半年過ごしてみて、夏場はそこまで暑さを感じなかった反面、やはり冬場は寒いなと正直感じています。テントはシート素材という部分もあり、作業場は地域柄どうしても寒くなってしまうため、今後の対策を考えていかないといけません。 また、豪雪地帯でもあるため、どこまでの積雪に耐えられるのかも多少不安が残ってはいます。そのあたりも実際に体験してみないと分からない今後の課題ですね。
キノコ栽培において、実際に「テント倉庫」をどのように使われているのでしょうか?
簡単に言えば、まず菌を作る場面から「テント倉庫」を利用をします。 この施設の流れとしては、しいたけやまいたけの培地を作り、ミキサーで攪拌します。

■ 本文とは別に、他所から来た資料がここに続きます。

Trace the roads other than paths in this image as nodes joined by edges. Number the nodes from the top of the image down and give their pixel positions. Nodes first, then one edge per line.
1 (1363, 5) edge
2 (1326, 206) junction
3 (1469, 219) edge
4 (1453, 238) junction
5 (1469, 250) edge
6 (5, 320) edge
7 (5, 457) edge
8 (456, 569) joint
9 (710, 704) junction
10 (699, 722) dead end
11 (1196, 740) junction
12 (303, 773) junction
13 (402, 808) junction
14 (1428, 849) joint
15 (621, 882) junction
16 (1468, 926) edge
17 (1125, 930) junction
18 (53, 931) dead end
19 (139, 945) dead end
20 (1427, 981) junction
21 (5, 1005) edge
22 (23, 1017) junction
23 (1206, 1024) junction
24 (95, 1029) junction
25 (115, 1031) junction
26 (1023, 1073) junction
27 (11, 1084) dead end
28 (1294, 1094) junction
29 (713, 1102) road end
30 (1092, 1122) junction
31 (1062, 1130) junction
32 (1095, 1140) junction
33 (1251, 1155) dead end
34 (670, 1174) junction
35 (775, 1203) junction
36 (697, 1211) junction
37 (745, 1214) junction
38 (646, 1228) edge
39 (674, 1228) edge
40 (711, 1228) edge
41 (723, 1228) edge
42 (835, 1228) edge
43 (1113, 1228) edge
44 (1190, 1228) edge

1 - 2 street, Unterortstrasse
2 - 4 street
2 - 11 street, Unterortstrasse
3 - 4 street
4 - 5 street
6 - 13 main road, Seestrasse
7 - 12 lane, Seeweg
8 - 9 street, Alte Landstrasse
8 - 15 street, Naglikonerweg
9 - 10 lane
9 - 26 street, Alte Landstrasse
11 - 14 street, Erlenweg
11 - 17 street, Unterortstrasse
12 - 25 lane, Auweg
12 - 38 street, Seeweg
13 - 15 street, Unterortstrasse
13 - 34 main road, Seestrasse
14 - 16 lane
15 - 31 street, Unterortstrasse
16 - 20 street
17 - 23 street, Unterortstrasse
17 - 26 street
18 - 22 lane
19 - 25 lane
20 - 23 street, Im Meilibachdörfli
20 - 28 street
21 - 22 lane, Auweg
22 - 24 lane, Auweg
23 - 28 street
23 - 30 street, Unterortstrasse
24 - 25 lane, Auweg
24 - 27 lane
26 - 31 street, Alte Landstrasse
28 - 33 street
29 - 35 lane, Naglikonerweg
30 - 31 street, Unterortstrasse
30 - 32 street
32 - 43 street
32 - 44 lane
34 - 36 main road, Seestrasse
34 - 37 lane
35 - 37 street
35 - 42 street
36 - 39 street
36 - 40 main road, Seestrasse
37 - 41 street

そこに詰め機にて袋詰めをしたものを台車に載せて、高圧殺菌をした後に菌を植えていくというものです。それを奥にある培養室である程度育てた後に、別のハウスに移動しています。「テント倉庫」内にはちゃんとボイラーも設置していて、栽培の初期段階は全て一つの施設内で完結するようになっています。
導入後、生産能力については変化はありましたでしょうか?
あくまでも予定ではありますが、施設の規模からして生産量はおおよそ倍増となる想定です。当初はそこまでの規模拡大は見ていなかったのですが、結果的に建築に費用や時間など一定のコストがかかるため、規模のメリットを出す方向にシフトしました。
拡大するにあたっての人の手配や技術などまだ完全に確保しきれてない点もあるので、現時点では100%稼働というわけにはいかないですが、間違いなく生産量は増える予定です。 しいたけやまいたけなどの業界は、昨今では様々な要因で撤退される農家さんも増えているので、逆に販売の需要に応えきれていない部分が当社でもありました。今後はそういった販路の拡大にも繋げていけると考えています。
株式会社最上まいたけ様、ありがとうございました。